Many enterprises in eastern Germany are quietly opting out of the system - either not joining the employer federations that negotiate with the unions, or simply not paying the wages they have, on paper, committed themselves to. The system is being "stretched" in the west, too.
It's enough to lead economist Karl-Heinz Paqu at the Kiel Institute for the World Economy, in Kiel, to speak of "revolutionary change" in the system, and of "the Americanization of the German labor market through the back door of eastern Germany."
Other economists don't go quite that far but concur that they see a trend in this direction, with the prime examples so far in the east.
Consider CA-Bau Leipzig, an eastern maker of oilfield equipment that was privatized after reunification.
"We found that any cost savings we realized were being eaten up by wage increases," says Gerhard Femppel, former head of the firm's advisory board. "We worked out a deal with the works council [the in-house labor-management body] to cut wages, but then the union complained. And so finally we left the employer federation" - and the blanket-wage system.
The firm went from 1,200 employees before reunification to about 250 today, with what Dr. Femppel estimates to be a 200 percent productivity increase. Sales have fallen by more than 50 percent, but that smaller turnover represents more profit because a higher proportion of sales are of the firm's own production, rather than pass-through of outsourced components.
"The blanket-wage system is still the rule in the west, but in the east there are many exceptions," says Ulrich Taureg of the Rhineland-Westphalian Institute for Economic Research in Essen. Personal-income statistics for the east show individuals' earnings below the nominal standard for their line of work - "a clear minus," Dr. Taureg says.
"It's very hard to quantify," he adds. Abandonment, temporary or otherwise, of a carefully maintained national system and payment of below-contract wages "are things that people don't like to talk about. This is a thorn in the eye of the unions particularly - who are suffering silently for now."
The key problem in eastern Germany, as Dr. Paqu sees it, is a lack of what he calls "networks" or "agglomerations" - specialized industrial communities that generate competitive pressure pushing individuals, and individual firms, to higher performance than they would achieve on their own.
California's Silicon Valley and Michigan's automotive industry, with principal manufacturers and countless supplier firms, are two examples of such communities in the United States. But under the command economy of communist rule, communities such as Halle, once a world center of the chemical industry, were shut off from what Paqu calls the "persistent world market pressure" that keeps an industrial area sharp.
Until eastern Germany develops - or redevelops - these agglomerations, Paqu suggests, it will face downward pressure on wages, high unemployment, or some combination of both.

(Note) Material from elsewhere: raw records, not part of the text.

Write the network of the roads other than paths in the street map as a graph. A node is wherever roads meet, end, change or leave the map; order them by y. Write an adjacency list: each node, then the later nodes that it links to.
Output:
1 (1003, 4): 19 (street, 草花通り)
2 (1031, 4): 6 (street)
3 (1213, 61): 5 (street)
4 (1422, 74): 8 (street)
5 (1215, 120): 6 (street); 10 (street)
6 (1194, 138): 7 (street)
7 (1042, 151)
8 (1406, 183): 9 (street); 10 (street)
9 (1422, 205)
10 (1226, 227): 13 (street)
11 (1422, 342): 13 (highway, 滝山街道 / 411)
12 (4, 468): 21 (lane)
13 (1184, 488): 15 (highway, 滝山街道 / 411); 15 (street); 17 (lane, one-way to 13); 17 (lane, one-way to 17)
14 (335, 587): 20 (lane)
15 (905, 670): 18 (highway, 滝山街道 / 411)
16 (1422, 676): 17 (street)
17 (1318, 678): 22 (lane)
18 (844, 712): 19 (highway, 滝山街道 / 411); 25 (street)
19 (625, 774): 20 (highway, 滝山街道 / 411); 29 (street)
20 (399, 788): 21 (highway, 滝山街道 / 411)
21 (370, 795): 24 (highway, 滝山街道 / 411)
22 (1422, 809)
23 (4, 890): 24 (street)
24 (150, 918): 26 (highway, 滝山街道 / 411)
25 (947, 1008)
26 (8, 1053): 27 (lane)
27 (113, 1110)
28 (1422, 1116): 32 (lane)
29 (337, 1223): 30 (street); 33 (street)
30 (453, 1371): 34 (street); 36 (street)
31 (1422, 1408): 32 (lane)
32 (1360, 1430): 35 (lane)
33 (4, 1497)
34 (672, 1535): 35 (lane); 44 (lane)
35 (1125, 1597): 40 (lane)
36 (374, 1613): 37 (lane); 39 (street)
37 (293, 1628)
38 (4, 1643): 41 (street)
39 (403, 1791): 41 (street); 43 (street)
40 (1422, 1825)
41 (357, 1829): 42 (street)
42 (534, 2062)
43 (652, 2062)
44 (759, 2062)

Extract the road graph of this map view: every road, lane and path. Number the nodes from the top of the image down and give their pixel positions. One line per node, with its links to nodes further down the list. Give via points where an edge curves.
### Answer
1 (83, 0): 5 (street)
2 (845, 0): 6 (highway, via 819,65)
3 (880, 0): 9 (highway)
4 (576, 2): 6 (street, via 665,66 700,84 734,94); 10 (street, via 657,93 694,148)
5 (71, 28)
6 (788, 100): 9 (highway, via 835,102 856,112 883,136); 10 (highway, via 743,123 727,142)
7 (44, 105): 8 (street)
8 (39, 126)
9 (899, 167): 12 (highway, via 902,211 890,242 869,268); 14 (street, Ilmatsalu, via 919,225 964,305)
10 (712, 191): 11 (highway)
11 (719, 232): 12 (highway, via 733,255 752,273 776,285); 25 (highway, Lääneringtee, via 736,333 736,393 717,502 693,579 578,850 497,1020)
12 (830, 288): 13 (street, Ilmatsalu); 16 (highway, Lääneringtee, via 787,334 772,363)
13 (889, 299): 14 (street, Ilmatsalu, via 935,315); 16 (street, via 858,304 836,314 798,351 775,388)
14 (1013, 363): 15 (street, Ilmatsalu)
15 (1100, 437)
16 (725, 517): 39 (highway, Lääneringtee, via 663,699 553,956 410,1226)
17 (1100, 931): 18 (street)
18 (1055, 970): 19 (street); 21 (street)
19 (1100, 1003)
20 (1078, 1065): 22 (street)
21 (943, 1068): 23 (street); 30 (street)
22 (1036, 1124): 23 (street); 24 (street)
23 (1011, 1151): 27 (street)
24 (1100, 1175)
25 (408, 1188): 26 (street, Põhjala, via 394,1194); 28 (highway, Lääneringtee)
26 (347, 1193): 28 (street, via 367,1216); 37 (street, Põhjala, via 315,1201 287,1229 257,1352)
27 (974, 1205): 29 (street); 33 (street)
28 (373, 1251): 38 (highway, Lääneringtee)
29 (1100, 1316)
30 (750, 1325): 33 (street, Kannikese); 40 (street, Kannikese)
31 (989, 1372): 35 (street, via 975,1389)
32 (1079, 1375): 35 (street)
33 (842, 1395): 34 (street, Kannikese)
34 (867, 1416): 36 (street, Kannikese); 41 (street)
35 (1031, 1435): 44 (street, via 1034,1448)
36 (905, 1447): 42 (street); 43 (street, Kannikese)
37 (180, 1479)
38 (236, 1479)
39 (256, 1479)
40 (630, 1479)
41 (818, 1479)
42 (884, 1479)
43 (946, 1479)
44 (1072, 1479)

With relatively low unemployment, it is in the interest of employers to take part in the federations and to work through the system: That's where the skilled workers are. But when unemployment reaches a certain point, "there are a lot of good guys outside the system," Paqu says, and it's to the advantage of employers to pick them up on an American-style open job market. Eastern German unemployment is heavily disguised with retraining programs, subsidies, and the like, but the true rate is 20 to 25 percent, Paqu estimates. "We don't know where the threshold is" at which an open labor market is to the employer's advantage, "but my gut feeling is that we've crossed it."
Economists expect the eastern German situation to right itself over time. Taureg, for instance, estimates that within a year or two, firms will begin to return to the employer federations. Paqu predicts it will be 10 to 15 years before eastern wages - now about 65 percent of the west's - catch up.
Kirsten Wever, an expert on German labor relations at the Radcliffe Public Policy Institute in Cambridge, Mass., says unions are for now turning a blind eye to deviations from wage contracts in eastern Germany "because they're reasonable."